Taktik-Nachlese zum Spiel FCH-FCK

Die DBB-Analyse: Ache lässt es krache

Die DBB-Analyse: Ache lässt es krache

Foto: Imago Images

Ein Tag wie Gold: Mit einem 3:0 in Rostock reagiert der FCK eindrucksvoll auf die 0:4-Klatsche gegen Karlsruhe. Ein früher Treffer und ein Platzverweis relativieren den Erfolg allerdings ein wenig.

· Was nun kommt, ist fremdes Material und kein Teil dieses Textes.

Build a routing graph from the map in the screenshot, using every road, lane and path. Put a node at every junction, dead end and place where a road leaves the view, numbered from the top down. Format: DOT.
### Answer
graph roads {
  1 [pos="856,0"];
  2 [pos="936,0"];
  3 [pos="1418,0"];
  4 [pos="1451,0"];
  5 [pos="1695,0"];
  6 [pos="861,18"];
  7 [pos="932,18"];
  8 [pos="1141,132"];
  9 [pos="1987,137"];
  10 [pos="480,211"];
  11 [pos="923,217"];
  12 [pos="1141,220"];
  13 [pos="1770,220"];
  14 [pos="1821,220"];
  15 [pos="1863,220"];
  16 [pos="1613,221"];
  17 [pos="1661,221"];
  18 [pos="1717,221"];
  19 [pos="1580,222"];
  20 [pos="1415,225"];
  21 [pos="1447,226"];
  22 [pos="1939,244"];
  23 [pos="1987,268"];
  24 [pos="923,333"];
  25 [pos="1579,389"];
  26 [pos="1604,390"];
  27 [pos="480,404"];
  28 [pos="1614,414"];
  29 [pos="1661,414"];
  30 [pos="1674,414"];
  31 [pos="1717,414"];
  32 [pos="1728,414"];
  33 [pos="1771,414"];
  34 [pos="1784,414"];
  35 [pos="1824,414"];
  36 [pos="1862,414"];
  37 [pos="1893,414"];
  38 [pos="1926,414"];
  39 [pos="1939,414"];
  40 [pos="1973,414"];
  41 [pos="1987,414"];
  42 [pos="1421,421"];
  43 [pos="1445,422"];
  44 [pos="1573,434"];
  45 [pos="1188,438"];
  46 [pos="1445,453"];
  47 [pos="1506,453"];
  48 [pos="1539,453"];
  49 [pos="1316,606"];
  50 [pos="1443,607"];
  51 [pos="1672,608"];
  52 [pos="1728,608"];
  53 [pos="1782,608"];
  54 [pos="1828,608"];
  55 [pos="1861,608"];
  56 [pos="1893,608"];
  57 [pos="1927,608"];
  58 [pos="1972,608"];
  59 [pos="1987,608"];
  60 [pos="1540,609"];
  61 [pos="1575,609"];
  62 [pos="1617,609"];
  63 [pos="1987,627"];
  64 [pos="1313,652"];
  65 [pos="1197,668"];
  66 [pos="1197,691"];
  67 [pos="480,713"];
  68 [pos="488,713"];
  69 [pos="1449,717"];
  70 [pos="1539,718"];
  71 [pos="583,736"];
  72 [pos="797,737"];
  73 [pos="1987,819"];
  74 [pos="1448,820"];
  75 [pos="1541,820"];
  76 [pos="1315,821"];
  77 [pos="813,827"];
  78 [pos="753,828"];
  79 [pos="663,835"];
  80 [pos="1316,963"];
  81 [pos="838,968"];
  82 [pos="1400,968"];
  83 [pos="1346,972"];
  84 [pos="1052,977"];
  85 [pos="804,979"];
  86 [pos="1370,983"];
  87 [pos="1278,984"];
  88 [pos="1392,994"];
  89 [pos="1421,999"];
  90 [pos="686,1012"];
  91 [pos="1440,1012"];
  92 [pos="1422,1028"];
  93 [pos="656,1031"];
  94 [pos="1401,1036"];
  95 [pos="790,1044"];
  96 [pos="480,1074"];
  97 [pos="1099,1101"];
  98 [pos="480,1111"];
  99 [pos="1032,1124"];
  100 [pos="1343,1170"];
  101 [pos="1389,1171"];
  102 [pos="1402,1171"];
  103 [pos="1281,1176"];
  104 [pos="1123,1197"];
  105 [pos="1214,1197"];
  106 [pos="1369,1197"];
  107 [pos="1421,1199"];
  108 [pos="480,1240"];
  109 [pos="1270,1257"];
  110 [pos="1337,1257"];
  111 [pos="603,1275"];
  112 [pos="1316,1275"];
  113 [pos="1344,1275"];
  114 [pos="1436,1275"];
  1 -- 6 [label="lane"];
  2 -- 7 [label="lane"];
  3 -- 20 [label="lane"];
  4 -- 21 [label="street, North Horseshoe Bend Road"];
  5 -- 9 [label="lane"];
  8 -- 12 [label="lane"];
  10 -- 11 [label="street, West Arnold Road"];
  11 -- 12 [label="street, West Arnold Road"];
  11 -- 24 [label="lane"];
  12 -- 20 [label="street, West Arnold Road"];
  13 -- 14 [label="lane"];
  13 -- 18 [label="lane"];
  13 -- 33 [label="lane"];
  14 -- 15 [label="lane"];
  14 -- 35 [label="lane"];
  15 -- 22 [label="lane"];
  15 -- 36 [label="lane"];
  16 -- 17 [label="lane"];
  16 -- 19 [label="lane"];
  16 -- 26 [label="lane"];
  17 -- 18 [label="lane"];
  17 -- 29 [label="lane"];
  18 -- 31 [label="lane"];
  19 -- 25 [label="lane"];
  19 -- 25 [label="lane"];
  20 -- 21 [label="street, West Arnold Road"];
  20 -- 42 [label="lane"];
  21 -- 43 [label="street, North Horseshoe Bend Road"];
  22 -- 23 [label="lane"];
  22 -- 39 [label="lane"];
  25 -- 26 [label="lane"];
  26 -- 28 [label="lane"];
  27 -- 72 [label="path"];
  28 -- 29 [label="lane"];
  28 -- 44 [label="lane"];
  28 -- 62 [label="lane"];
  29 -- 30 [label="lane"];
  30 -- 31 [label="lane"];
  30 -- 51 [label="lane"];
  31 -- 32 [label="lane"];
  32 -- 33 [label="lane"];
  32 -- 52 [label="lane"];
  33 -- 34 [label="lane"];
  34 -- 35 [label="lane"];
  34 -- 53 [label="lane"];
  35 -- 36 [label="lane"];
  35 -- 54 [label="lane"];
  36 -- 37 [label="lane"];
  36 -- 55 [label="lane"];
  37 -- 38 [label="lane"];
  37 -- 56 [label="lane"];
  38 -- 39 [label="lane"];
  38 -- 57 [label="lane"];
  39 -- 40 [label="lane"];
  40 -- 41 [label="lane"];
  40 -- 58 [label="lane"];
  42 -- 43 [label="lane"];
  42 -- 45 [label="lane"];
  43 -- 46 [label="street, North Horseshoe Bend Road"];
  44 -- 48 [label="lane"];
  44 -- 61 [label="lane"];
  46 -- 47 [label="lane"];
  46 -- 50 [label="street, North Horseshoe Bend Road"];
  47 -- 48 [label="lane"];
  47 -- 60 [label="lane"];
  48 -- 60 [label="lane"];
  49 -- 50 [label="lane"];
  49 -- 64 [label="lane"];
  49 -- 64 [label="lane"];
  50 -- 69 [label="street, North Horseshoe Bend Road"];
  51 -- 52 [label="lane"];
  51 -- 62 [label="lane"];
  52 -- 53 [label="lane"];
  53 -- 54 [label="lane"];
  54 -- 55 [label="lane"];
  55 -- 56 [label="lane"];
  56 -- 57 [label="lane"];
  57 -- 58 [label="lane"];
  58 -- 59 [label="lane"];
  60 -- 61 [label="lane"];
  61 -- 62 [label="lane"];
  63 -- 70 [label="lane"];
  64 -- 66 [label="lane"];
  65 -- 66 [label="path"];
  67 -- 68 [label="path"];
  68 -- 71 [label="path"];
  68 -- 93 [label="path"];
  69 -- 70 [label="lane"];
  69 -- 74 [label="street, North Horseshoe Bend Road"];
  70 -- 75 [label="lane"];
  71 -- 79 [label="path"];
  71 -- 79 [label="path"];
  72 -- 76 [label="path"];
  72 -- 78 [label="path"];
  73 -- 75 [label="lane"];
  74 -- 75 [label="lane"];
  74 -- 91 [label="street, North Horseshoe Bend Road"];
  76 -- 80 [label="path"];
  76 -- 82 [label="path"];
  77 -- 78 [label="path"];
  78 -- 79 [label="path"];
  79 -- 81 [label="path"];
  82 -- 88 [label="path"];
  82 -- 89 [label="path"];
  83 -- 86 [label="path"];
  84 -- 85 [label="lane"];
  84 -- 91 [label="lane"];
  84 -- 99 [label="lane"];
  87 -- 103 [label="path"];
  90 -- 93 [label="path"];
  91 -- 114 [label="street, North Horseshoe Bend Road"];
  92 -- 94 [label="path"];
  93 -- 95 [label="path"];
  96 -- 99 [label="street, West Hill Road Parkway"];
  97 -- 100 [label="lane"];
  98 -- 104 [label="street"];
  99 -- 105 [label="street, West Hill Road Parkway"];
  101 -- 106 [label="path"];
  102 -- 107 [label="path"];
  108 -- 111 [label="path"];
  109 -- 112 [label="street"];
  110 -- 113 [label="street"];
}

780 Kilometer lang ist die Strecke zwischen Kaiserslautern und Rostock. Sie hätte am späten Samstagnachmittag locker neu gepflastert werden können - mit den Steinen, die den Anhängern des 1. FC Kaiserslautern vom Herzen gefallen waren. Die Roten Teufel hatten auf das niederschmetternde 0:4 am vergangenen Wochen zuhause gegen Karlsruhe eine beeindruckende Reaktion gezeigt. Zur richtigen Zeit, am richtigen Ort, gegen den richtigen Gegner. Gastgeber Hansa Rostock wäre bei einem Heimsieg in der Tabelle an den Betze-Buben vorbeigezogen und hätte sie auf Abstiegsrang 17 rutschen lassen.

Das waren also absolute "Big Points", die die Pfälzer mit nach Hause nahmen. Wir wissen nicht, mit welcher Musik der zuständige Team-DJ die Heimreise beschallte. Wir hätten empfohlen: "Ein Tag wie Gold", den Song, den Max Raabe in der jüngsten Staffel von "Babylon Berlin" populär machte. Denn nicht mehr und nicht weniger wert war dieses 3:0 für den FCK.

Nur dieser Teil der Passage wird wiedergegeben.